Dzięki publikacji Louisy Waugh nieco oswoiłam temat Gazy. Może nie jest to do końca treść, na którą liczyłam, ale na pewno daje pojęcie o zdarzeniach politycznych i gospodarczych tego regionu, a o których lapidarnie informuje od czasu do czasu telewizja. Tylko co innego patrzeć na to z zewnątrz, a co innego próbując przez dłuższy czas obcować - w trudnych, jak n a nasze standardy, warunkach - pośród tamtejszej ludności, uczestnicząc w działaniach strefy okupowanej. To, co najbardziej zapada w pamięć to fragmenty przypominające krajobraz po bitwie, gdzie reporterka pisze o ofiarach, strachu, życiu w ciemności, bo dostawy prądu i paliw są ograniczane do minimum. Brak wielu produktów żywieniowych oraz codziennego użytku, choćby pożądanych świec czy baterii również kreśli niewesoły obraz ludności żyjącej, jak w rezerwacie, bo ogranicza się wszystko, łącznie z możliwością swobodnego poruszania się. Tak wygląda przemoc gospodarcza stosowana przez Izrael, której nikt nie próbuje powstrzymać. Również wojsko izraelskie wciąż przekracza granice tego, co nazywa się prawami człowieka, a społeczność międzynarodowa przygląda się temu biernie, bo jeszcze nie doszło do takiego nacisku z zewnątrz, by można było mówić o stabilizacji życia na tym obszarze. Przeraża to, co robi z Gazańczykami okupant, ale równie brutalna jest prawda na temat braku zasadniczej reakcji ze strony świata.

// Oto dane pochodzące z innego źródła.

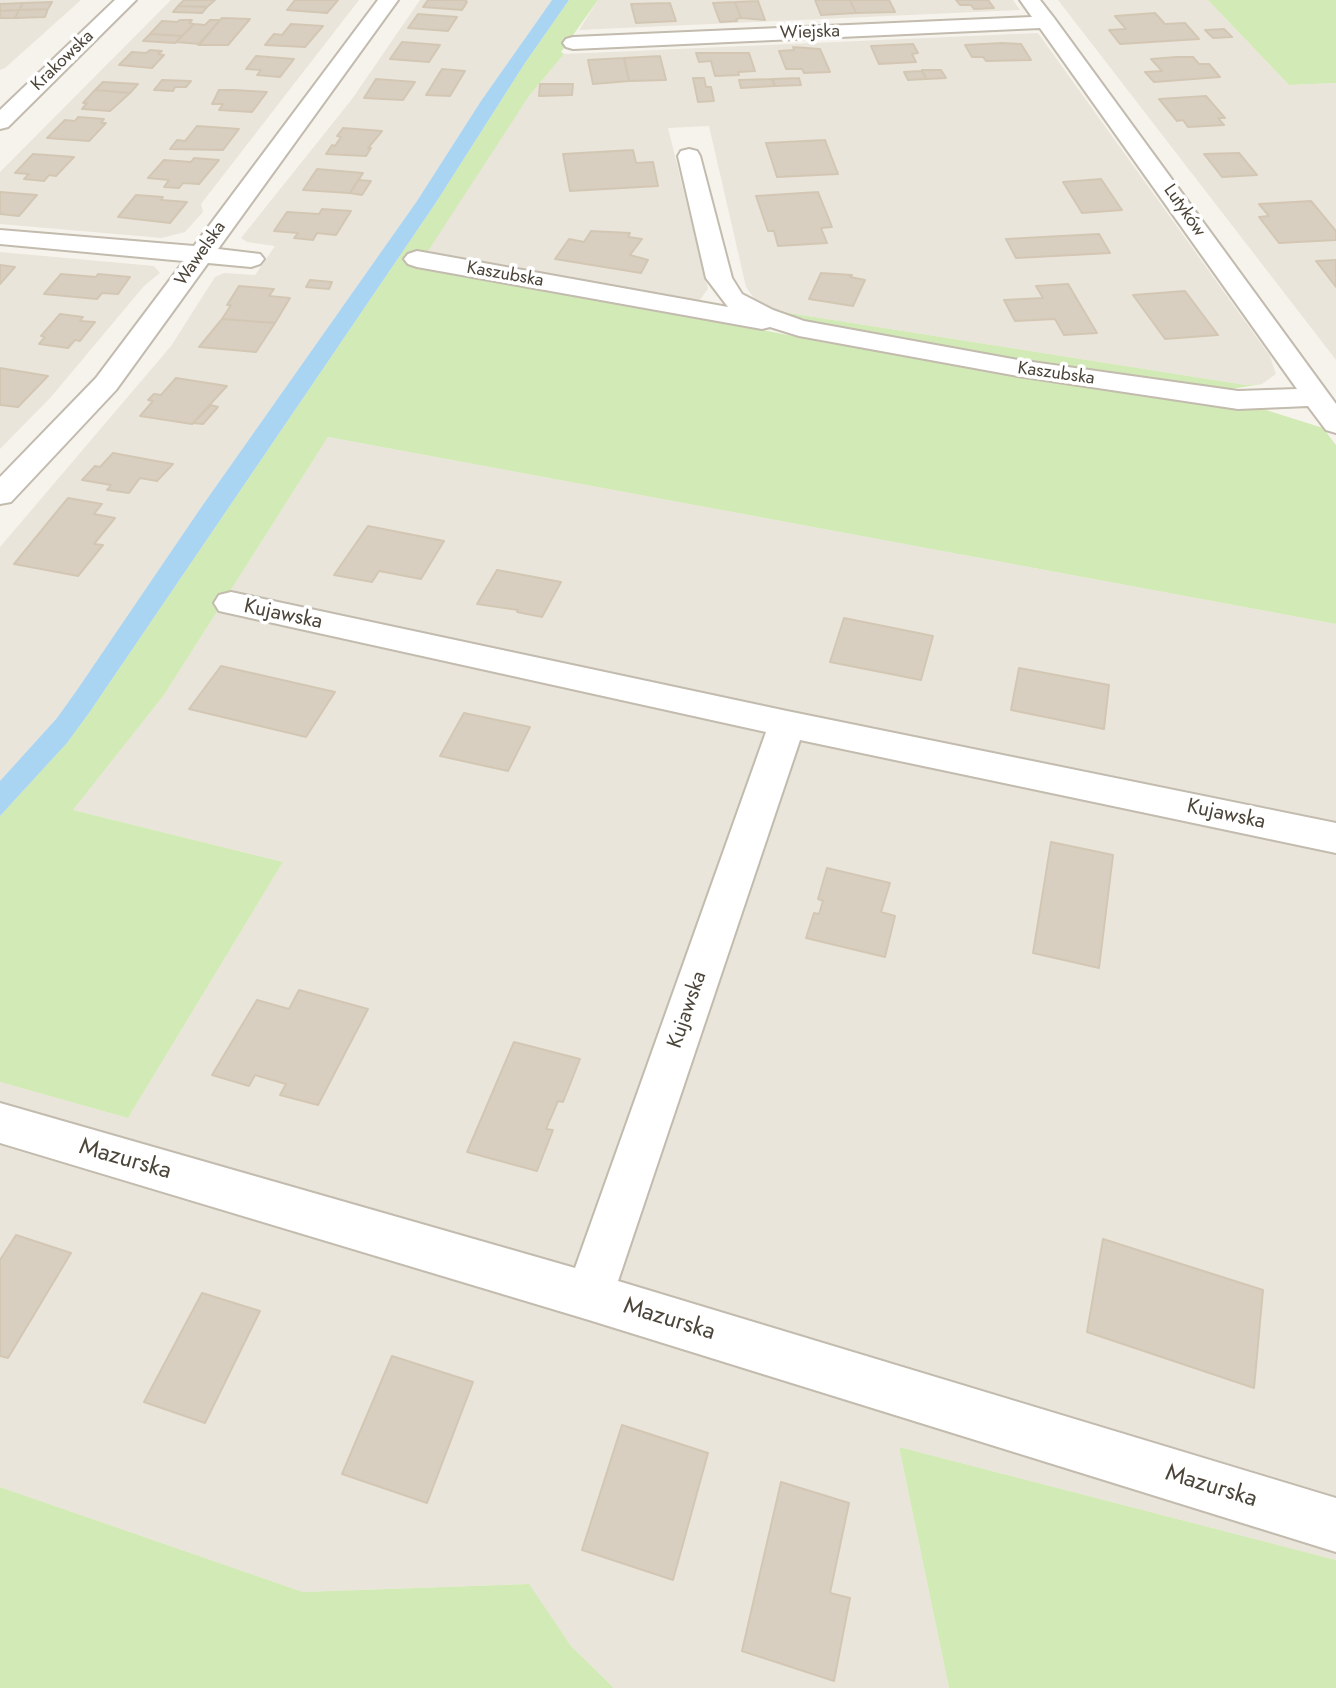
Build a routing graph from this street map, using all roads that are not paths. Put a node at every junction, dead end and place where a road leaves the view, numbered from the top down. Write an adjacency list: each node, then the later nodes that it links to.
1 (126, 0): 7 (street, Krakowska)
2 (388, 0): 11 (street, Wawelska)
3 (1030, 0): 4 (street, Lutyków)
4 (1047, 22): 5 (street, Wiejska); 15 (street, Lutyków)
5 (573, 43)
6 (13, 84): 7 (street)
7 (38, 85): 8 (street, Krakowska)
8 (0, 122)
9 (689, 156): 14 (street, Kaszubska)
10 (0, 237): 11 (street)
11 (200, 254): 13 (street); 17 (street, Wawelska)
12 (417, 259): 14 (street, Kaszubska)
13 (251, 260)
14 (799, 328): 15 (street, Kaszubska)
15 (1316, 397): 16 (street, Lutyków)
16 (1336, 423)
17 (0, 495)
18 (231, 603): 19 (street, Kujawska)
19 (787, 724): 20 (street, Kujawska); 22 (street, Kujawska)
20 (1336, 838)
21 (0, 1123): 22 (street, Mazurska)
22 (589, 1296): 23 (street, Mazurska)
23 (1336, 1525)

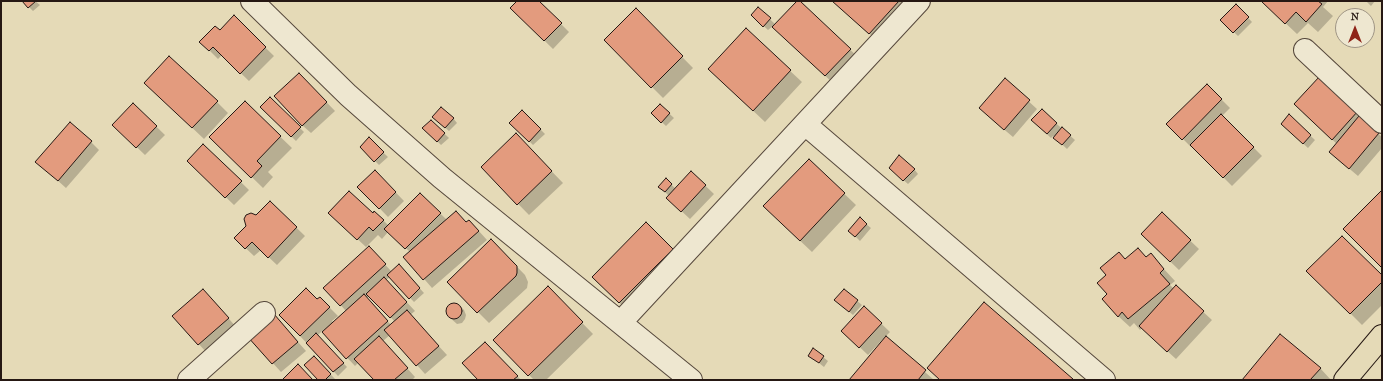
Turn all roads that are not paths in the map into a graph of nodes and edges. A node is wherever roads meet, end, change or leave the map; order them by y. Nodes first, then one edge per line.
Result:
1 (252, 1) edge
2 (919, 1) edge
3 (1305, 50) dead end
4 (1382, 122) edge
5 (805, 124) junction
6 (264, 313) dead end
7 (621, 322) junction
8 (1382, 336) edge
9 (189, 380) edge
10 (691, 380) edge
11 (1104, 380) edge
12 (1345, 380) edge

1 - 7 street
2 - 5 street
3 - 4 street
5 - 7 street
5 - 11 street
6 - 9 street
7 - 10 street
8 - 12 highway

Strefa Gazy to kolejna strefa na mapie świata, gdzie codziennie dochodzi do łamania kardynalnych praw, ograniczając wolność i okazując brak szacunku dla ludzkiego życia. A jeszcze przy tym okupant potrafi na takiej sytuacji dobrze zarobić.
Izrael tworząc strefę buforową dla własnego bezpieczeństwa, by taktycznie bronić się przed aktywnością Hamasu, jednocześnie spycha ludność Gazy poza wyznaczony margines terytorium, by ta stłoczyła się na jeszcze mniejszym terenie. Palestyńczycy są całkowicie zablokowani na tym skrawku, więzieni i eksterminowani wedle uznania sił izraelskich.

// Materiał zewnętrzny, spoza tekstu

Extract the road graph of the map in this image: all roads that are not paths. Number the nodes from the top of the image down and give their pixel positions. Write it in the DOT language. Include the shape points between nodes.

Nigdy nie zrozumiem, jak to możliwe, iż społeczność, która wcześniej sama przeszła przez piekło holokaustu, teraz dokonuje takiego samego spalenia i zniszczenia na bezbronnej cywilnej ludności palestyńskiej. Państwo, które z jednej strony grozi i wciąż żądają zadośćuczynienia na poniesione krzywdy, a z drugiej strony bezkarnie dokonują rzezi na innym narodzie.

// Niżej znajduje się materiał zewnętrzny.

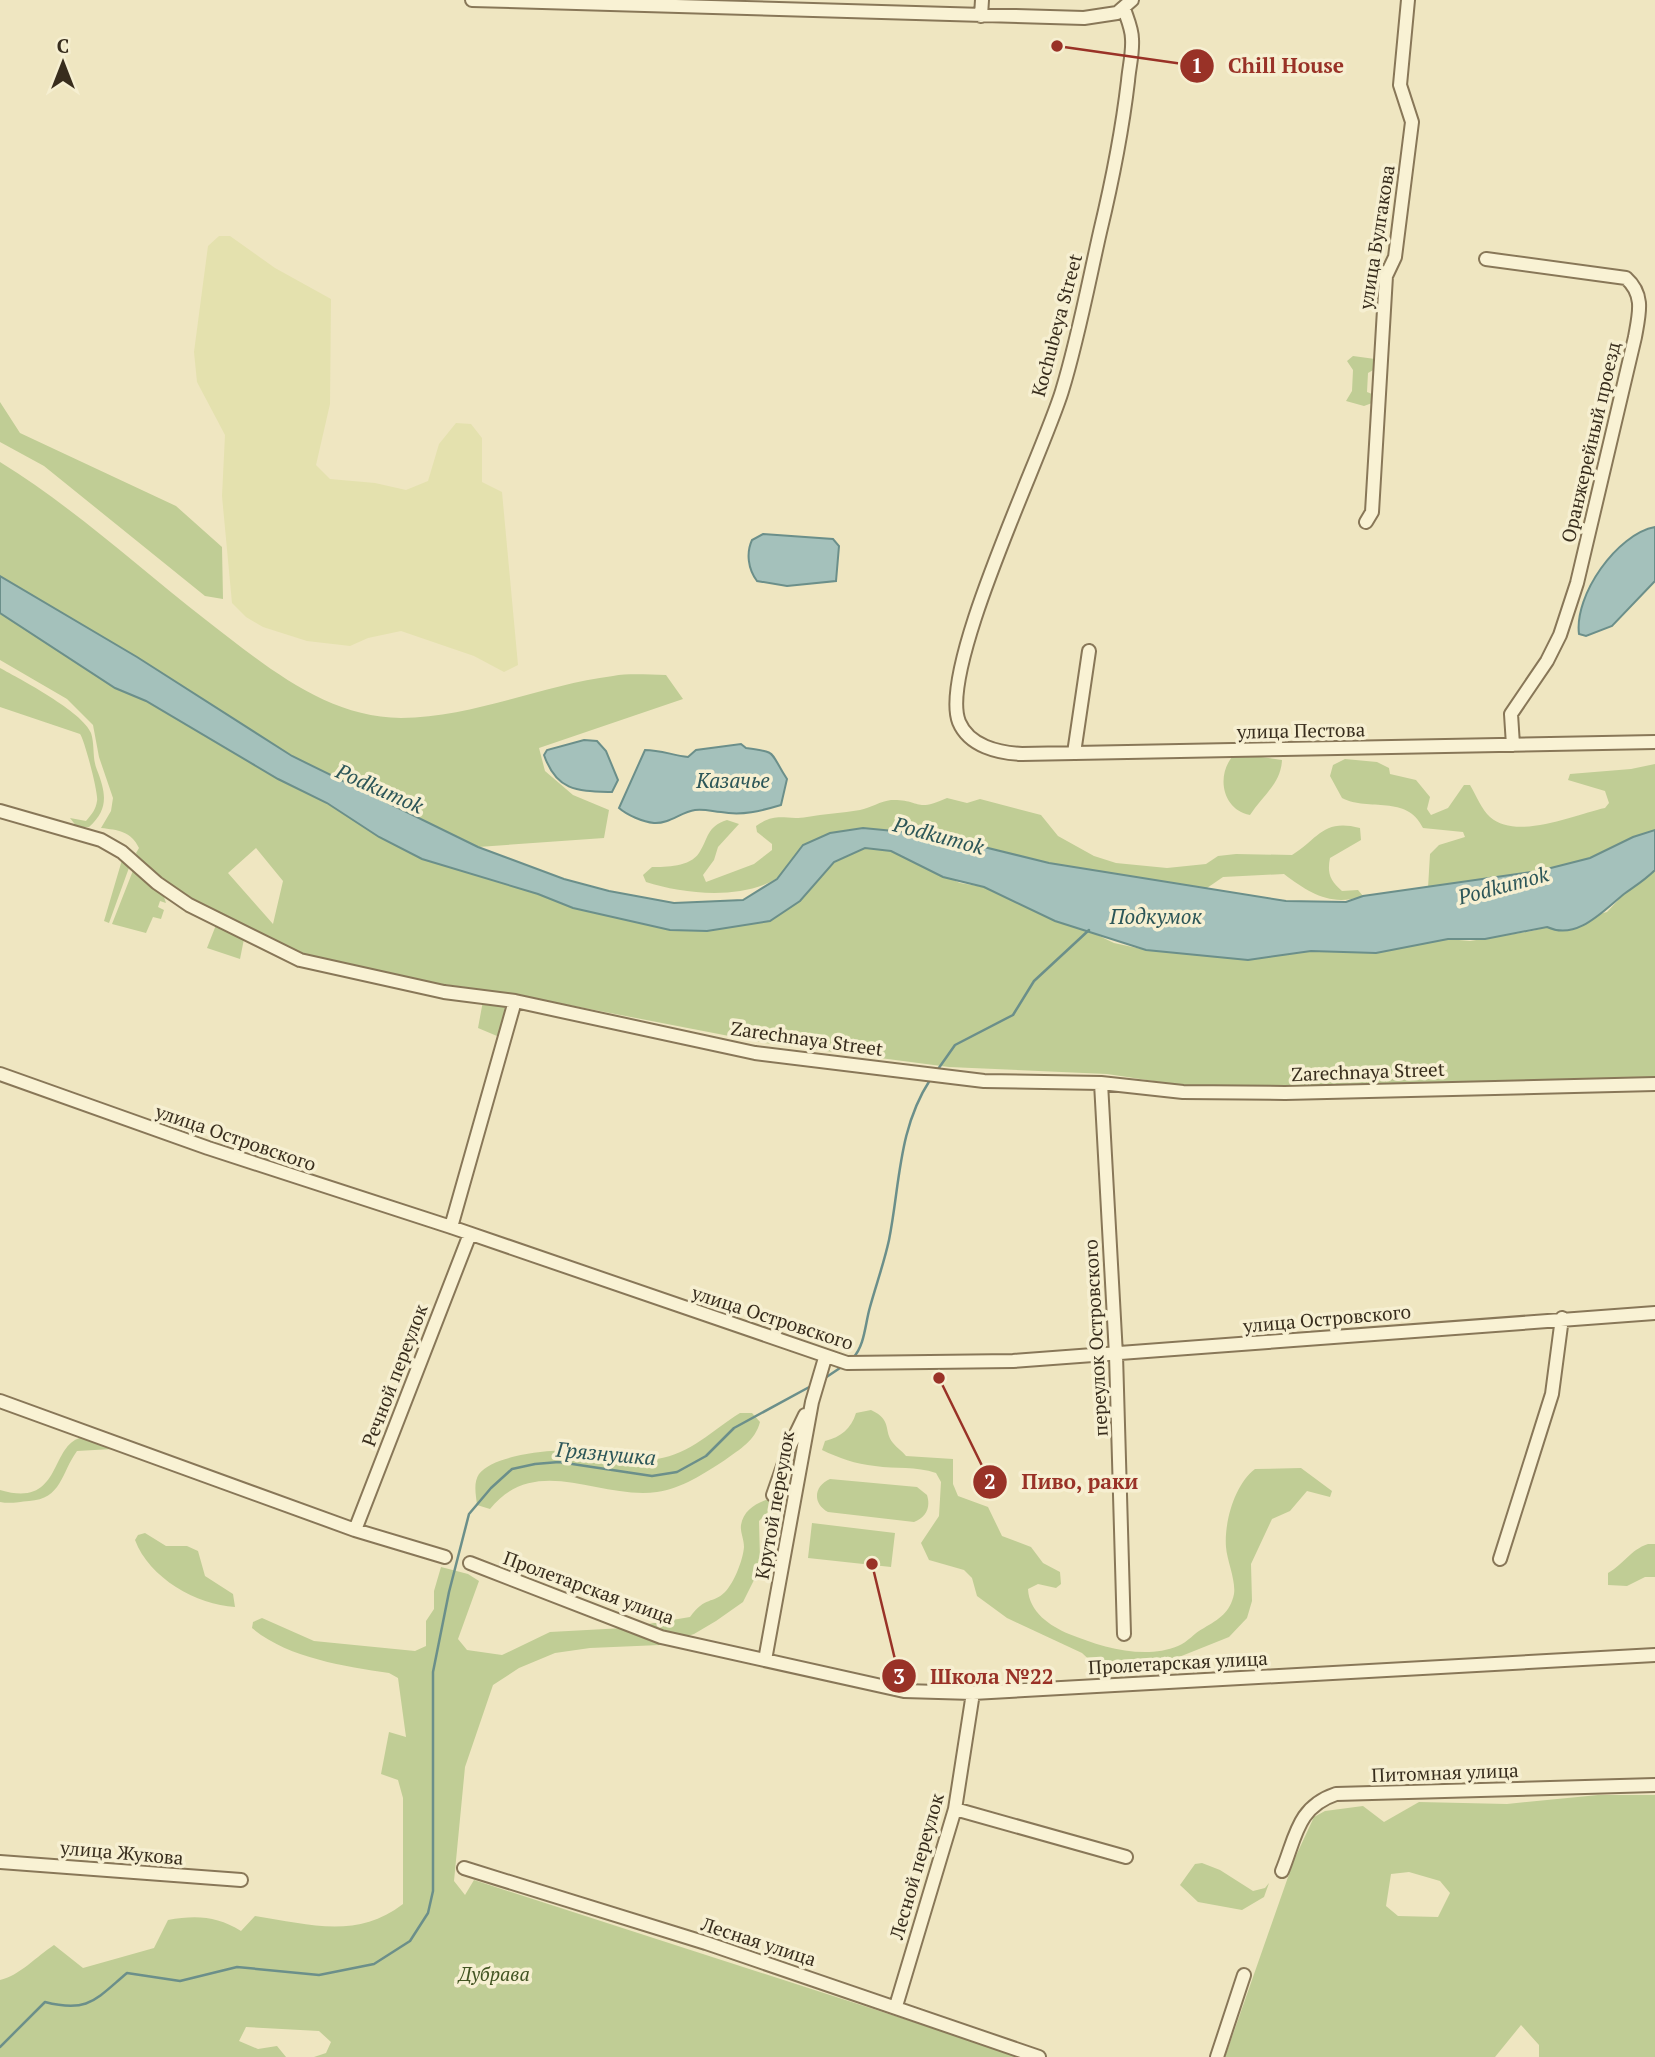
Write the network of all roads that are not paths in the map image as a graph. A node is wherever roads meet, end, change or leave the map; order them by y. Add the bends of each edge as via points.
1 (472, 0) edge
2 (982, 0) edge
3 (1408, 0) edge
4 (1128, 4) edge
5 (981, 16) junction
6 (1486, 259) dead end
7 (1366, 522) dead end
8 (1089, 651) dead end
9 (960, 722) joint
10 (1655, 742) edge
11 (1513, 745) junction
12 (1074, 753) junction
13 (0, 811) edge
14 (515, 1001) junction
15 (0, 1074) edge
16 (1101, 1083) junction
17 (1655, 1084) edge
18 (451, 1227) junction
19 (470, 1234) junction
20 (1655, 1313) edge
21 (1562, 1318) junction
22 (1116, 1355) junction
23 (830, 1359) junction
24 (0, 1401) edge
25 (811, 1402) junction
26 (773, 1495) dead end
27 (355, 1530) junction
28 (445, 1557) dead end
29 (1500, 1559) dead end
30 (470, 1563) dead end
31 (1124, 1633) dead end
32 (1655, 1655) edge
33 (765, 1660) junction
34 (973, 1693) junction
35 (1655, 1785) edge
36 (955, 1810) junction
37 (1126, 1857) dead end
38 (0, 1862) edge
39 (464, 1868) dead end
40 (1282, 1871) dead end
41 (241, 1880) dead end
42 (1244, 1975) dead end
43 (896, 2006) junction
44 (1039, 2057) edge
45 (1217, 2057) edge

1 - 5 street
2 - 5 street
3 - 7 street, улица Булгакова via 1400,85 1412,121 1395,257 1386,276 1372,512
4 - 5 street via 1117,13 1084,18
4 - 9 street, Kochubeya Street via 1133,37 1122,133 1086,295 1061,393 968,640 958,687
6 - 11 street, Оранжерейный проезд via 1617,276 1636,287 1640,301 1577,583 1560,635 1511,715
8 - 12 street
9 - 12 street, улица Пестова via 972,739 1002,753
10 - 11 street, улица Пестова
11 - 12 street, улица Пестова
13 - 14 street, Zarechnaya Street via 101,840 189,905 300,960 444,992
14 - 16 street, Zarechnaya Street via 755,1053 984,1081
14 - 18 street
15 - 18 street, улица Островского via 221,1153
16 - 17 street, Zarechnaya Street via 1235,1093
16 - 22 street, переулок Островского
18 - 19 street, улица Островского
19 - 23 street, улица Островского
19 - 27 street, Речной переулок
20 - 21 street, улица Островского
21 - 22 street, улица Островского
21 - 29 street via 1552,1394
22 - 23 street, улица Островского via 860,1365
22 - 31 street, переулок Островского
23 - 25 street, Крутой переулок via 819,1373
24 - 27 street
25 - 26 street
25 - 33 street, Крутой переулок
27 - 28 street
30 - 33 street, Пролетарская улица via 661,1637
32 - 34 street, Пролетарская улица
33 - 34 street, Пролетарская улица via 904,1691
34 - 36 street, Лесной переулок
35 - 40 street, Питомная улица via 1336,1794 1306,1810
36 - 37 street
36 - 43 street, Лесной переулок
38 - 41 street, улица Жукова
39 - 43 street, Лесная улица
42 - 45 street
43 - 44 street, Лесная улица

Wiedziałam,że to będzie dla mnie trudna lektura, chociaż jest załagodzona sposobem, w jaki autorka zwraca się do czytelnika oraz opisaniem wielu sytuacji, które stają się miłe dla duszy. Bowiem na kartach książki spotykamy również opisy zdarzeń codziennych, wspólnego spędzania czasu, wypraw w sferę kulturową. Waugh nie chce żeby jej publikacja była przesycona jedynie krwawymi scenami i przede wszystkim pokazuje nam drogę, po której się porusza ze swoimi przewodnikami, to jak nawiązuje kontakty oraz przyjaźnie, to jak jest traktowana w kraju, którym ma się ponoć nieszczególnie wyrafinowany stosunek do kobiet. Być może działo się tak dzięki jej podejściu i chęci szczerej wtopienia się w tą społeczność. Tak mocno przylgnęła do trosk i małych radości Gazańczyków, że czający się w tle strach maskowała innymi emocjami.
Książka godna polecenia zarówno tym, którzy nie znają dobrze tematu, jak i tym, którzy są lepiej zorientowanych w rozgrywkach na linii Izrael-Palestyna.